- ABOUT THIS TASK:
Apart from the pictures, everything in the lines below must be printed exactly.

- DATA TO USE:

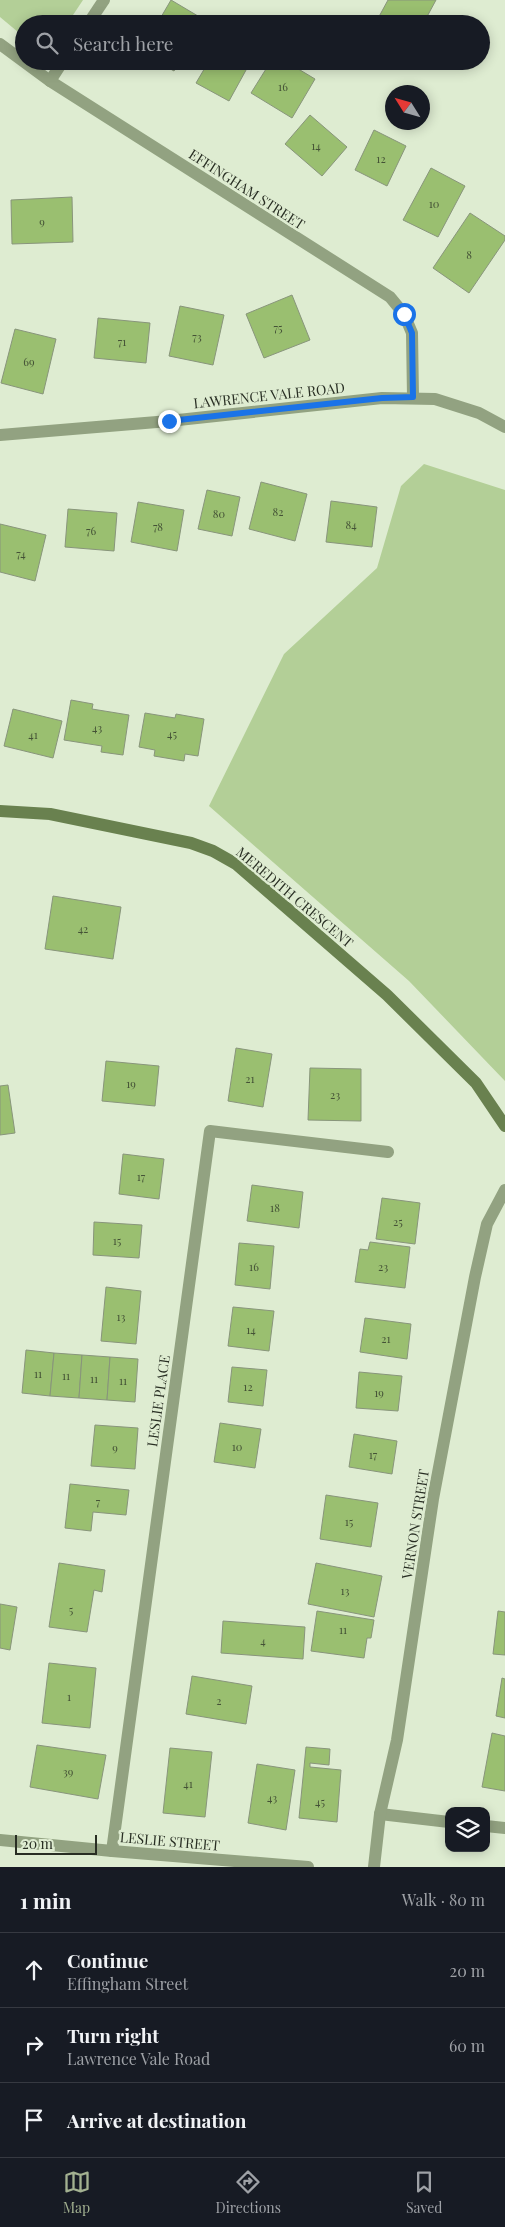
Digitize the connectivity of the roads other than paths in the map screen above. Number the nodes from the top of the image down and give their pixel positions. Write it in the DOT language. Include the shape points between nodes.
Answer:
graph roads {
  1 [pos="104,0"];
  2 [pos="94,15"];
  3 [pos="0,44"];
  4 [pos="15,55"];
  5 [pos="35,70"];
  6 [pos="58,70"];
  7 [pos="50,81"];
  8 [pos="413,397"];
  9 [pos="505,427"];
  10 [pos="0,435"];
  11 [pos="0,811"];
  12 [pos="505,1126"];
  13 [pos="388,1152"];
  14 [pos="505,1190"];
  15 [pos="380,1814"];
  16 [pos="445,1822"];
  17 [pos="490,1826"];
  18 [pos="505,1828"];
  19 [pos="0,1840"];
  20 [pos="112,1851"];
  21 [pos="308,1867"];
  22 [pos="374,1867"];
  1 -- 2 [label="street"];
  3 -- 4 [label="street, EFFINGHAM STREET"];
  5 -- 7 [label="street, EFFINGHAM STREET"];
  6 -- 7 [label="street"];
  7 -- 8 [label="street, EFFINGHAM STREET" via="390,297 404,314 412,333"];
  8 -- 9 [label="street, LAWRENCE VALE ROAD" via="455,404"];
  8 -- 10 [label="street, LAWRENCE VALE ROAD"];
  11 -- 12 [label="street, MEREDITH CRESCENT" via="50,814 191,843 236,864 387,995 476,1083"];
  13 -- 20 [label="street, LESLIE PLACE" via="210,1131"];
  14 -- 15 [label="street, VERNON STREET" via="487,1224 475,1277 433,1499 398,1740"];
  15 -- 16 [label="street"];
  15 -- 22 [label="street, VERNON STREET"];
  17 -- 18 [label="street"];
  19 -- 20 [label="street, LESLIE STREET"];
  20 -- 21 [label="street, LESLIE STREET"];
}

- OUTPUT FOR THIS TASK:
Digitize the connectivity of the roads other than paths in the map screen above. Number the nodes from the top of the image down and give their pixel positions. Write it in the DOT language. Include the shape points between nodes.
Answer:
graph roads {
  1 [pos="104,0"];
  2 [pos="94,15"];
  3 [pos="0,44"];
  4 [pos="15,55"];
  5 [pos="35,70"];
  6 [pos="58,70"];
  7 [pos="50,81"];
  8 [pos="413,397"];
  9 [pos="505,427"];
  10 [pos="0,435"];
  11 [pos="0,811"];
  12 [pos="505,1126"];
  13 [pos="388,1152"];
  14 [pos="505,1190"];
  15 [pos="380,1814"];
  16 [pos="445,1822"];
  17 [pos="490,1826"];
  18 [pos="505,1828"];
  19 [pos="0,1840"];
  20 [pos="112,1851"];
  21 [pos="308,1867"];
  22 [pos="374,1867"];
  1 -- 2 [label="street"];
  3 -- 4 [label="street, EFFINGHAM STREET"];
  5 -- 7 [label="street, EFFINGHAM STREET"];
  6 -- 7 [label="street"];
  7 -- 8 [label="street, EFFINGHAM STREET" via="390,297 404,314 412,333"];
  8 -- 9 [label="street, LAWRENCE VALE ROAD" via="455,404"];
  8 -- 10 [label="street, LAWRENCE VALE ROAD"];
  11 -- 12 [label="street, MEREDITH CRESCENT" via="50,814 191,843 236,864 387,995 476,1083"];
  13 -- 20 [label="street, LESLIE PLACE" via="210,1131"];
  14 -- 15 [label="street, VERNON STREET" via="487,1224 475,1277 433,1499 398,1740"];
  15 -- 16 [label="street"];
  15 -- 22 [label="street, VERNON STREET"];
  17 -- 18 [label="street"];
  19 -- 20 [label="street, LESLIE STREET"];
  20 -- 21 [label="street, LESLIE STREET"];
}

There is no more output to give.